Task prompt :: Would you write out, word for word, each line of the records below from the top through the one holding "Which roads connect"?

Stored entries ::
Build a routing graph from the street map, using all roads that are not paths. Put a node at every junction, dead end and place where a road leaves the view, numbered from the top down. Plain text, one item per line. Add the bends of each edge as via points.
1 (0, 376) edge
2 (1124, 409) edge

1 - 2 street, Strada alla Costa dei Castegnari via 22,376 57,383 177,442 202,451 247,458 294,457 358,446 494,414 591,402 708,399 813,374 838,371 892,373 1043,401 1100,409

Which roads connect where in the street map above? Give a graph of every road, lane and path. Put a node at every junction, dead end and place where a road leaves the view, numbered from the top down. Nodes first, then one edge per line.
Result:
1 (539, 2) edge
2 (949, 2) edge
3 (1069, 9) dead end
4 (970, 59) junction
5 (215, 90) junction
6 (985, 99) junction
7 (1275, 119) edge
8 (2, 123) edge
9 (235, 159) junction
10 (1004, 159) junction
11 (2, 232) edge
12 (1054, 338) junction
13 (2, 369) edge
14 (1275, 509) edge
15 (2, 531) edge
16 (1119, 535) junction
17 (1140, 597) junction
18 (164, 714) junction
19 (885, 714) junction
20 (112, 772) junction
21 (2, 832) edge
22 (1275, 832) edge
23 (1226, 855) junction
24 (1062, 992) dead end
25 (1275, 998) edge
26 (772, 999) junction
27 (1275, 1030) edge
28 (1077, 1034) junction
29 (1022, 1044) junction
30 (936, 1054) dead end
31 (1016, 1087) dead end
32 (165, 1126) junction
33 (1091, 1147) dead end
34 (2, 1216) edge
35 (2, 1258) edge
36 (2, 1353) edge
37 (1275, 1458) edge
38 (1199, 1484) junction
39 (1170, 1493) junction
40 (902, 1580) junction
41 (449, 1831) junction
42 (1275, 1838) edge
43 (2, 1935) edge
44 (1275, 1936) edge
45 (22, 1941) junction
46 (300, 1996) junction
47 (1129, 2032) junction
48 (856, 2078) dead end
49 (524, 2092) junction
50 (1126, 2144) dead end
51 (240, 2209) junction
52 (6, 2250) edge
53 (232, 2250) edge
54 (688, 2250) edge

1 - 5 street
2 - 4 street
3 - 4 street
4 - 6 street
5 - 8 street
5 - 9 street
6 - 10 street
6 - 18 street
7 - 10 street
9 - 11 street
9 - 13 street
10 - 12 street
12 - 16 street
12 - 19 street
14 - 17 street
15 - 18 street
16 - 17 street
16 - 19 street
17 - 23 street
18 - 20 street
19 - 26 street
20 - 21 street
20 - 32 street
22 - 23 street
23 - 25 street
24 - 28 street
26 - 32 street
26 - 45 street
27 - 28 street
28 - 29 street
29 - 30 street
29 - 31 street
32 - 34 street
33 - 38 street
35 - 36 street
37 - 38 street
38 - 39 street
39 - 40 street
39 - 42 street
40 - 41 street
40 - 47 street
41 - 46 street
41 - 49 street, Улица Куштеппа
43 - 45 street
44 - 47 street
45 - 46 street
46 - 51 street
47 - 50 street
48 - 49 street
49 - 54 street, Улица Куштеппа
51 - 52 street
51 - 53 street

Exercise output ::
Build a routing graph from the street map, using all roads that are not paths. Put a node at every junction, dead end and place where a road leaves the view, numbered from the top down. Plain text, one item per line. Add the bends of each edge as via points.
1 (0, 376) edge
2 (1124, 409) edge

1 - 2 street, Strada alla Costa dei Castegnari via 22,376 57,383 177,442 202,451 247,458 294,457 358,446 494,414 591,402 708,399 813,374 838,371 892,373 1043,401 1100,409

Which roads connect where in the street map above? Give a graph of every road, lane and path. Put a node at every junction, dead end and place where a road leaves the view, numbered from the top down. Nodes first, then one edge per line.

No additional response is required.